London Pride is named after the plant London Pride (its latin name is Saxifraga × urbium). It was also the inspiration for Noel Coward’s song which you can listen to here.

The brewery is in effect a campus with a mix of original listed buildings and modern industrial spaces. On one of the listed buildings is a Wisteria that was brought back to England from China in 1816 and lays claim to being the oldest Wisteria in England. It was looking very splendid on the day I visited.

I find beers above 6% proof too strong for me. The Golden Pride at 8.5% was almost undrinkable.

Despite enjoying most of the other beers they make, I would lamost certainly always choose a pint of London Pride if I was in a Fullers pub. There is a reason that it is so successful, being both the longest brewed and biggest seller of all of their ales.

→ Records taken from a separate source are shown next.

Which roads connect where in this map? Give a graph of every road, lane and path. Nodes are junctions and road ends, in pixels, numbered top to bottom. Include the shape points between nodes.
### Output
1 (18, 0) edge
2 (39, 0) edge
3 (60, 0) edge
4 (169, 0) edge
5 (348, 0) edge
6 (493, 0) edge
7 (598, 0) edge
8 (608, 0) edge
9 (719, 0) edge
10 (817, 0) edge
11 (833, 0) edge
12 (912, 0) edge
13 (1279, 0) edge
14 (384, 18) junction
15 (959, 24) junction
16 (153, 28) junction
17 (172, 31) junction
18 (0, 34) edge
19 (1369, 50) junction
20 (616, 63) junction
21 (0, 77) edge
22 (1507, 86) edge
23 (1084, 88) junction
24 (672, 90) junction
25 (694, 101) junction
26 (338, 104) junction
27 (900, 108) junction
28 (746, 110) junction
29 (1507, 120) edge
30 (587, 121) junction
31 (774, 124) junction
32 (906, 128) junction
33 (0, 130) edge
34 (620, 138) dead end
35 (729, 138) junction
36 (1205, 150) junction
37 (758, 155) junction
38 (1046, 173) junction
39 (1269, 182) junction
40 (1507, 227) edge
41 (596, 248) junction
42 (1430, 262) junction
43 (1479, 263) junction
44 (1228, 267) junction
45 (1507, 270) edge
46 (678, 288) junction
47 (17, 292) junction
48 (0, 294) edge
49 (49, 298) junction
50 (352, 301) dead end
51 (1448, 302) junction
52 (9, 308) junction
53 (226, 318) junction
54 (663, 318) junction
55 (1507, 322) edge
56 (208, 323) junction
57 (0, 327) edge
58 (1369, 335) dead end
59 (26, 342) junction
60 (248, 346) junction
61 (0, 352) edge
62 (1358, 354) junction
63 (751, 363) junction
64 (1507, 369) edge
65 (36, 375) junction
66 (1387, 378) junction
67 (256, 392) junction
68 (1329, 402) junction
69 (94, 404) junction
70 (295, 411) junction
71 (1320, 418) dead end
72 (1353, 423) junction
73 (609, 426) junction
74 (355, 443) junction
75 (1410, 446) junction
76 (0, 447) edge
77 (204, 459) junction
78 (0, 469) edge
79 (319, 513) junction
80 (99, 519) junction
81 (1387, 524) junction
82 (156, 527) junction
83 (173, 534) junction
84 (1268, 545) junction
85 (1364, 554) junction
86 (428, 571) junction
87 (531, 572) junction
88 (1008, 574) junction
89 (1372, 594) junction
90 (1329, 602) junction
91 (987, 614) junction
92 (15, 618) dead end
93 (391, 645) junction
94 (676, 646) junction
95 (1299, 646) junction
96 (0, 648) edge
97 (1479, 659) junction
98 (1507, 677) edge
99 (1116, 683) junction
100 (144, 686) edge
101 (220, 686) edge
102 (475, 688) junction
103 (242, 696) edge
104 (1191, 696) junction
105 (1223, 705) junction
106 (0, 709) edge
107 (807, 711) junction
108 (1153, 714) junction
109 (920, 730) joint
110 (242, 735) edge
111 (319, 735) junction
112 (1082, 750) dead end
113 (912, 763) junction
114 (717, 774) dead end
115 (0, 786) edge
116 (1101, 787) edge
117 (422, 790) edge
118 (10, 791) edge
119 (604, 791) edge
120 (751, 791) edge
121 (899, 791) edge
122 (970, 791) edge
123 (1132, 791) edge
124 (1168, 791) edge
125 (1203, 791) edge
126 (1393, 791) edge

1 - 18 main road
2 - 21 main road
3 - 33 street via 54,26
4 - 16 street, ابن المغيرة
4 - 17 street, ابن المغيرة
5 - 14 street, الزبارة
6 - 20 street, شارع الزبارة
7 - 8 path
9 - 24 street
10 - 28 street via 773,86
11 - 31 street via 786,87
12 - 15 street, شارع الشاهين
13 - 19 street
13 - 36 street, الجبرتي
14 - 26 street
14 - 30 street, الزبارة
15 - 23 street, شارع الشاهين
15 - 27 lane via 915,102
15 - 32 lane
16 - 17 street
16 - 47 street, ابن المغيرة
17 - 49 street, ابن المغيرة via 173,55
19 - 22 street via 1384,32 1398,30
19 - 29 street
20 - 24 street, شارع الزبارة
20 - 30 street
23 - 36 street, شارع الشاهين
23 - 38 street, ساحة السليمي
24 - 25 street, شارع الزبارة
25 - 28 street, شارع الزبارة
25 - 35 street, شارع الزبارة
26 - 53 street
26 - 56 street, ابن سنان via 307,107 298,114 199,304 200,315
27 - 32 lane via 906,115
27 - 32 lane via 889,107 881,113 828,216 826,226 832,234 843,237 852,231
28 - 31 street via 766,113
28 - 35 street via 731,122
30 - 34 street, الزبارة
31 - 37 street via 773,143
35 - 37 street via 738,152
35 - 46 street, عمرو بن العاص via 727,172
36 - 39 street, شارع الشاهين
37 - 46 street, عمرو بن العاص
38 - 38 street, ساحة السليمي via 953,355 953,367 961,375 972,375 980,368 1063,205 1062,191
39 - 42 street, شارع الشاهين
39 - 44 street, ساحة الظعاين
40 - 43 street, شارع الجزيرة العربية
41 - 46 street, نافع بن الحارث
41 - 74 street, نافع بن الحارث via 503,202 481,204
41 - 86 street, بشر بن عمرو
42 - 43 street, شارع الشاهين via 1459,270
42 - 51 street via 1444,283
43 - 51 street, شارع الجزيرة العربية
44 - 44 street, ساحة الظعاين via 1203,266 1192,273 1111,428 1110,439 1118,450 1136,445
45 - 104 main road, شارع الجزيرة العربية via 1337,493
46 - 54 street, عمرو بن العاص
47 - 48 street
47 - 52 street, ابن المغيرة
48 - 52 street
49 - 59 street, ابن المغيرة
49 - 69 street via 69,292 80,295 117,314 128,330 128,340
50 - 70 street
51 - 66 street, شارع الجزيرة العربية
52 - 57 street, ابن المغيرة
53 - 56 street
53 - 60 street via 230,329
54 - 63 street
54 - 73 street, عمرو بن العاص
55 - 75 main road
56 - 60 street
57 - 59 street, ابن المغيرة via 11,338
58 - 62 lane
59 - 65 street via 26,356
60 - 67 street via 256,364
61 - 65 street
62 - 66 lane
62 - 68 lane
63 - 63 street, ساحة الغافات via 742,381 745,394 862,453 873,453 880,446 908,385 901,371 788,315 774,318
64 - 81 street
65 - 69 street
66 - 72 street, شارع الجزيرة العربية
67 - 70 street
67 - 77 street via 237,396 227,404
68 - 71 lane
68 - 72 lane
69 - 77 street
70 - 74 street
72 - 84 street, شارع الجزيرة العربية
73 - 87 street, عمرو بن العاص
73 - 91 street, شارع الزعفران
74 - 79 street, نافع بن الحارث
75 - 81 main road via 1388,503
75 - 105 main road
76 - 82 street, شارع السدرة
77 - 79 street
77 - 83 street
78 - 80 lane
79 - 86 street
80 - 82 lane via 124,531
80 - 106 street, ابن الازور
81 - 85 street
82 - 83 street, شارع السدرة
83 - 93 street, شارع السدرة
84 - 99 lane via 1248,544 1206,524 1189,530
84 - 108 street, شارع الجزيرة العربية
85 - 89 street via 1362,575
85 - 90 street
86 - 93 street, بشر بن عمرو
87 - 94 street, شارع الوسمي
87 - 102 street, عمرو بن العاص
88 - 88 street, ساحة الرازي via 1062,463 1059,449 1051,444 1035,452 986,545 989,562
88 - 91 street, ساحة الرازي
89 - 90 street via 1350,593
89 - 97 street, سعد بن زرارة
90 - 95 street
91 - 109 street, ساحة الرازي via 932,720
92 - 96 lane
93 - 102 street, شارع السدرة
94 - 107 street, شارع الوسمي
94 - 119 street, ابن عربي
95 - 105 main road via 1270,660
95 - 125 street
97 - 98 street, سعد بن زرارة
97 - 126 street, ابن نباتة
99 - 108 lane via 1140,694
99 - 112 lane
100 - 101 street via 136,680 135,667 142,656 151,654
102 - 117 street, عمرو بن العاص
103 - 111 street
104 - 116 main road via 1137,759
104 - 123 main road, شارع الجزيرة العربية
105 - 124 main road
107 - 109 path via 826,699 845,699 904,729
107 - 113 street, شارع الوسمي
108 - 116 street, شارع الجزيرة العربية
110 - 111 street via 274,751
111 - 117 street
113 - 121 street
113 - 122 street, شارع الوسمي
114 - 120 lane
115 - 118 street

The brewery works from 4:30am until 8:30pm five days a week. It used to be a 24 hour, 7 day a week operation but no longer. This is because the pre-fermenting process has become mush more efficient generating more liquid to ferment, but the available space for fermenting is limited and so becomes a bottle neck. If Asahi is looking to profit from its acquisition, solving the fermenting space issue could more than double production on this site.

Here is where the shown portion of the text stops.